Foi então que ele narrou a versão do fato. Não era alma, coisíssima nenhuma,
era ele próprio que tinha caído, bêbado, dentro do cemitério. Despertara ao
ouvir o chocalhar da jumenteira e chamara o nome do amigo que passava. Um misto
de alívio e decepção tomou conta dos moradores. Alívio, porque arrefecia o medo
que aquela “alma” estava causando à população, e decepção pelo ridículo risível
pelo qual passou um dos homens mais acreditados e probos do lugar Betânia.
Casos como o
narrado acima não são singulares.

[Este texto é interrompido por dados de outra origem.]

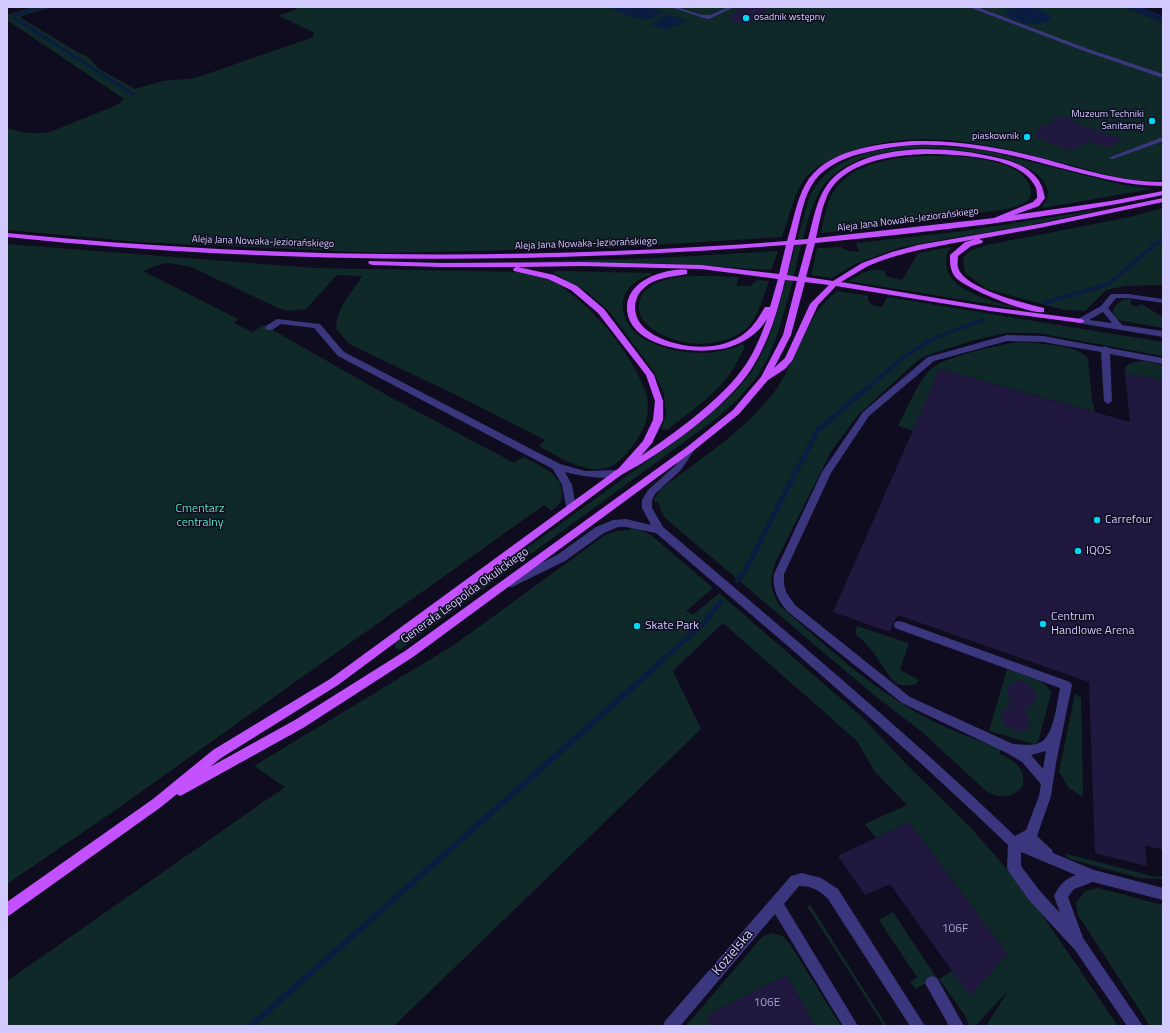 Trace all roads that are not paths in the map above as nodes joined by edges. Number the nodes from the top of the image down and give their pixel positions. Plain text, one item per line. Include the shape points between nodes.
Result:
1 (674, 7) edge
2 (731, 7) edge
3 (972, 7) edge
4 (1163, 76) edge
5 (1163, 139) edge
6 (1111, 158) dead end
7 (1163, 184) edge
8 (1163, 193) edge
9 (1163, 200) edge
10 (996, 220) junction
11 (1039, 226) junction
12 (7, 235) edge
13 (280, 254) junction
14 (442, 265) junction
15 (741, 272) junction
16 (780, 282) junction
17 (1163, 295) edge
18 (1114, 296) junction
19 (1163, 301) edge
20 (1104, 308) junction
21 (1081, 321) junction
22 (1119, 327) junction
23 (269, 328) dead end
24 (1163, 334) edge
25 (1105, 349) junction
26 (1163, 361) edge
27 (765, 378) junction
28 (1108, 401) dead end
29 (690, 449) junction
30 (557, 466) junction
31 (618, 473) junction
32 (571, 508) junction
33 (659, 530) junction
34 (504, 586) junction
35 (899, 625) dead end
36 (1056, 734) junction
37 (1011, 749) junction
38 (1047, 783) junction
39 (157, 803) junction
40 (1028, 836) junction
41 (1014, 843) junction
42 (1052, 859) junction
43 (1093, 876) junction
44 (1163, 894) edge
45 (776, 903) junction
46 (7, 910) edge
47 (1080, 945) junction
48 (932, 984) dead end
49 (670, 1026) edge
50 (851, 1026) edge
51 (918, 1026) edge
52 (957, 1026) edge
53 (1136, 1026) edge

1 - 2 street via 705,17
3 - 4 street
5 - 6 street
7 - 16 main road via 1125,182 1000,151 949,143 904,144 857,152 820,171 812,179 803,197
8 - 10 main road, Aleja Jana Nowaka-Jeziorańskiego
9 - 11 main road
10 - 13 main road, Aleja Jana Nowaka-Jeziorańskiego via 854,237 608,254 513,257
10 - 27 main road via 1036,204 1041,198 1039,186 1027,172 1003,161 972,154 917,152 868,161 844,173 826,190 822,199 787,335
11 - 21 main road via 968,244 954,255 954,269 962,280 979,291
11 - 27 main road via 906,250 849,273 814,304 789,359
12 - 13 main road, Aleja Jana Nowaka-Jeziorańskiego via 137,247
13 - 14 main road via 364,263
14 - 15 main road via 583,264 701,267
14 - 31 main road via 524,270 574,288 601,311 650,375 659,401 658,420 647,443
15 - 16 main road via 696,271 657,277 648,281 635,293 630,303 632,319 645,333 670,345 701,348 732,344 747,337 756,329 765,317
15 - 21 main road via 832,283
16 - 31 main road via 774,309 748,368 725,395 667,443
17 - 18 street via 1121,291
18 - 19 street
18 - 20 street
20 - 21 street
20 - 22 street
21 - 22 street
22 - 24 street
23 - 30 street via 280,321 317,326 341,354
25 - 26 street
25 - 28 street
25 - 37 street via 1043,339 1007,338 931,359 866,414 827,472 779,574 781,595 791,608 900,696
27 - 29 main road, Generała Leopolda Okulickiego via 736,412
29 - 33 street via 678,468 647,500 647,508
29 - 34 main road, Generała Leopolda Okulickiego
30 - 31 street via 585,474
30 - 32 street via 567,485
31 - 32 main road, Generała Leopolda Okulickiego
32 - 39 main road, Generała Leopolda Okulickiego via 334,682 217,754
33 - 34 street via 626,523 600,530 560,558
33 - 41 street via 870,711
34 - 39 main road, Generała Leopolda Okulickiego via 380,674 298,724
35 - 36 street via 1066,685
36 - 37 street via 1044,747
36 - 38 street
37 - 38 street via 1026,758
38 - 40 street via 1045,796
39 - 46 main road, Generała Leopolda Okulickiego
40 - 41 street
40 - 42 street
41 - 42 street
41 - 47 street via 1014,868 1034,895
42 - 43 street
43 - 44 street
43 - 47 street via 1070,884 1061,896
45 - 49 street, Kozielska
45 - 50 street
45 - 51 street, Kozielska via 796,880 809,879 824,886 833,894
47 - 53 street
48 - 52 street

Muitos têm tomado ocorrências naturais por
sobrenaturais, distorcendo, assim, a veracidade dos sucessos.
No início do
Capítulo IX – Dos Lugares Assombrados – de “O Livro dos Médiuns”, se expressa
Allan Kardec desta maneira: “As manifestações espontâneas que se produziram em
todos os tempos, e a persistência de alguns Espíritos em darem sinais
ostensivos de sua presença em determinadas localidades, são a origem da crença
em lugares assombrados”. Kardec, no mesmo capítulo, formula diversas questões
aos Espíritos sobre o assunto. Na questão ‘5’, por exemplo, ele indaga: “As
crenças populares, em geral, têm um fundo de verdade; qual pode ser a origem da
crença nos lugares assombrados?” Resposta: “O fundo de verdade é a manifestação
dos Espíritos, na qual o homem acreditou em todos os tempos, instintivamente;
mas, como já disse, o aspecto dos lugares lúgubres toca a sua imaginação e ele
coloca aí naturalmente os seres que considera como sobrenaturais. Essa crença
supersticiosa é mantida pelas narrativas dos poetas e os contos fantásticos com
os quais embalaram sua infância”. Na questão ‘8’, ele pergunta: “Os Espíritos
voltam de preferência aos túmulos onde repousam seus corpos?” Replicam os
Espíritos: “O corpo não é senão uma veste; eles não se ligam mais ao envoltório
que os fez sofrer do que os prisioneiros às suas cadeias. A lembrança das
pessoas que lhes são caras é a única coisa à qual dão valor”.
É a nossa arraigada
crença de que as almas permanecem indefinidamente junto aos seus despojos
carnais nos cemitérios a causa da produção de fatos como este que acabamos de
narrar.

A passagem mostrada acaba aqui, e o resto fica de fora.